━━ DATA TO USE

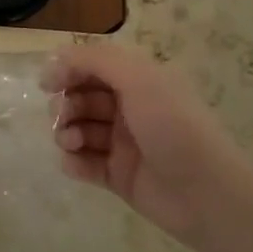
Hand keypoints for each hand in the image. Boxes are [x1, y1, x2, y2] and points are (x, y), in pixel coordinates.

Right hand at [42, 43, 252, 247]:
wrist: (205, 194)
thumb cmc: (174, 127)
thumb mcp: (138, 79)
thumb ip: (95, 60)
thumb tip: (57, 57)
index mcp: (139, 82)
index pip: (92, 67)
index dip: (67, 71)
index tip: (47, 84)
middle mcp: (129, 109)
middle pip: (81, 98)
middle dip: (65, 105)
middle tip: (63, 117)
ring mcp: (122, 144)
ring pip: (78, 129)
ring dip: (66, 132)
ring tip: (71, 143)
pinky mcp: (116, 175)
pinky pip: (83, 163)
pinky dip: (73, 161)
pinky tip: (75, 163)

━━━━

→ TASK PROMPT:
Without the pictures, copy all of the entries exactly as they appear.

→ SOLUTION FOR THIS PROBLEM:
Hand keypoints for each hand in the image. Boxes are [x1, y1, x2, y2] and points are (x, y), in pixel coordinates.

Right hand at [42, 43, 252, 247]:
wrist: (205, 194)
thumb cmc: (174, 127)
thumb mcp: (138, 79)
thumb ip: (95, 60)
thumb tip: (57, 57)
index mcp: (139, 82)
index pip: (92, 67)
index dip: (67, 71)
index tip: (47, 84)
middle mcp: (129, 109)
middle pip: (81, 98)
middle dip: (65, 105)
middle tip: (63, 117)
ring mcp: (122, 144)
ring pip: (78, 129)
ring dip: (66, 132)
ring tip: (71, 143)
pinky mcp: (116, 175)
pinky pip: (83, 163)
pinky dip: (73, 161)
pinky tip: (75, 163)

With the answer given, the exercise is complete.